本研究の目的は、日本における第二次世界大戦の犠牲者が、特定地域の特定年齢階層の男性に偏ったことによって生じた人口構造のアンバランスが、その後の当該地域の産業発展や労働市場に与えた影響を考察することにある。このアンバランスに注目したのは本研究が初めてではないが、本研究では、WWIIの直接の当時者が物故する中、大戦が日本社会にもたらした影響について冷静に議論を積み重ねる必要が以前にも増しているという認識のもと、近年急速に発達した計量経済学的手法によって方法的難点を解消し、研究分野に先鞭をつけるという意味で萌芽的な研究として位置付ける。
日本における第二次世界大戦(WWII)の犠牲者が、特定地域の特定年齢階層の男性に偏ったことによって生じた人口構造のアンバランスが、その後の当該地域の産業発展や労働市場に与えた影響を考察した。WWIIを直接経験した世代が高齢化し物故する中、日本社会にもたらした影響について冷静に議論を積み重ねる必要が以前にも増している。厚生労働省や各都道府県援護担当の助力のもとに、新しい統計を作成するなど情報収集も進めた。その結果、WWIIにおいて若年男性を多く失った都道府県では、戦後の製造業化が遅れた可能性があることがわかった。ただし、この効果は数量的には小さく、また高度成長前半でほぼ消失したこともわかった。

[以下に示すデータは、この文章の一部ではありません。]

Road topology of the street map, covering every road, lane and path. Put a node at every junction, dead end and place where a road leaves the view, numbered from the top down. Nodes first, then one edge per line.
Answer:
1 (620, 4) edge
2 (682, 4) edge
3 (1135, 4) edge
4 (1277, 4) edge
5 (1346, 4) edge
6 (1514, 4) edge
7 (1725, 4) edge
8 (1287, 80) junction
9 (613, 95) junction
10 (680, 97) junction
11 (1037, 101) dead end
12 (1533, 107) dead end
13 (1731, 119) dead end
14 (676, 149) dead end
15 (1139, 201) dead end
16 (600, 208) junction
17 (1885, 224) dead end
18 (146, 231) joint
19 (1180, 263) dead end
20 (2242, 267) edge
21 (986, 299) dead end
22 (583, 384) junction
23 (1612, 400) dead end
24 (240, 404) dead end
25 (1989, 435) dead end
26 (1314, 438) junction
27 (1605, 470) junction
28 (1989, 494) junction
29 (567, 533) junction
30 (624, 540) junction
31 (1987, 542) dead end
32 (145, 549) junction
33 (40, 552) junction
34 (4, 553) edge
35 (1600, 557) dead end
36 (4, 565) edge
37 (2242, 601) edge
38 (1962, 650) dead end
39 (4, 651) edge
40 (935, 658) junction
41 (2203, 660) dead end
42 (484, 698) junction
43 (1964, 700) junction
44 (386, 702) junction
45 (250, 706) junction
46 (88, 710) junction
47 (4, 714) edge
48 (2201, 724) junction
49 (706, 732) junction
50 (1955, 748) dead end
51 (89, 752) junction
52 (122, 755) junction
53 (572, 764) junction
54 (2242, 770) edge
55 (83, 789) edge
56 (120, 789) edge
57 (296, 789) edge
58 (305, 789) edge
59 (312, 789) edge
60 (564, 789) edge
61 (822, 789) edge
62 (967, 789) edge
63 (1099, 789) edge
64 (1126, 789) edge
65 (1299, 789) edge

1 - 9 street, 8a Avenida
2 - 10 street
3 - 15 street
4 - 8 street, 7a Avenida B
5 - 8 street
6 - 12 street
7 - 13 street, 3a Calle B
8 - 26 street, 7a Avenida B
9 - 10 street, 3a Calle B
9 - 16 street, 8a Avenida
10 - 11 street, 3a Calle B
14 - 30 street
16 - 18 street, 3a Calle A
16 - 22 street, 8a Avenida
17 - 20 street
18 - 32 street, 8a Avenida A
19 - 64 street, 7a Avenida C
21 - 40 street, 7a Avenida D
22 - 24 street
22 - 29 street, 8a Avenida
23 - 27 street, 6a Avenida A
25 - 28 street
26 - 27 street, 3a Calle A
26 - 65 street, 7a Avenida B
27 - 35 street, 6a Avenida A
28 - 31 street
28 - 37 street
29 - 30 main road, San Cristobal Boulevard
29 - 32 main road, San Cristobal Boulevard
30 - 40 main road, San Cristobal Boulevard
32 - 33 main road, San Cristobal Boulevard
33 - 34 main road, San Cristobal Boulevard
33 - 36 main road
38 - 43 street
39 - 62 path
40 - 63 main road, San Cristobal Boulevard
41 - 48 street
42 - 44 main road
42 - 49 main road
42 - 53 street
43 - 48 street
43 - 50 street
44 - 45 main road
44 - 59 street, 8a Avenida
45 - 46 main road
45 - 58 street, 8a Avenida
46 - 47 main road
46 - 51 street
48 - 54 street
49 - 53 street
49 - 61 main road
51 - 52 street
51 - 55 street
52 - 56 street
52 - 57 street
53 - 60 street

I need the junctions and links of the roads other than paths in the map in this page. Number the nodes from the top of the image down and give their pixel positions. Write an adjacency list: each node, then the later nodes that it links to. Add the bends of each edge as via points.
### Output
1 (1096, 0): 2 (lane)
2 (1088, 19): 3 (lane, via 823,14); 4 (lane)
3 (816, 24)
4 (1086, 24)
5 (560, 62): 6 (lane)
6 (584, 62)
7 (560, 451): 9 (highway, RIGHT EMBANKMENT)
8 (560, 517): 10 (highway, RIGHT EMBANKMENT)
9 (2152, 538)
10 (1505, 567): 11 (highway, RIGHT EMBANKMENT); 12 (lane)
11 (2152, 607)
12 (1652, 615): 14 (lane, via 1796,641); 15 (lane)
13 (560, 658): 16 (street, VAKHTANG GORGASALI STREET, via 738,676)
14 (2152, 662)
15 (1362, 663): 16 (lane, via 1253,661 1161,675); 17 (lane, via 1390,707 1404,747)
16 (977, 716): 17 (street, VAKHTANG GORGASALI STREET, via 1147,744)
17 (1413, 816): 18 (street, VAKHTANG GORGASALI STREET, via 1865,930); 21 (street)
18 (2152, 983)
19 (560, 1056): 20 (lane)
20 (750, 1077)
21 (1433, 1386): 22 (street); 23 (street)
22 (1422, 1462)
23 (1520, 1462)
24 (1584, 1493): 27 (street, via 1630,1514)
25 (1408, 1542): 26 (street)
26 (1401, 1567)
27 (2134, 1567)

統計上、第二次世界大戦の犠牲が特定地域の特定年齢階層の男性に集中していたことはわかっていたが、政府による「戦争被害受忍論」が主張されるなか注目されることは少なかった。本研究は戦争犠牲者の偏りが実際にはかなり大きく、少なくとも高度成長期の前半まで影響したが、それにもかかわらずその影響は高度成長期後半には消失したという統計的事実を示した。従来、戦後社会は終戦直後のさまざまな社会改革のうえに成立しており、高度成長もその制度改革の結果として解釈されてきたが、本研究の結果は市場経済の安定性ゆえに高度成長が達成されたという解釈を示唆し、戦後制度改革の効果について新たな知見を提出したといえる。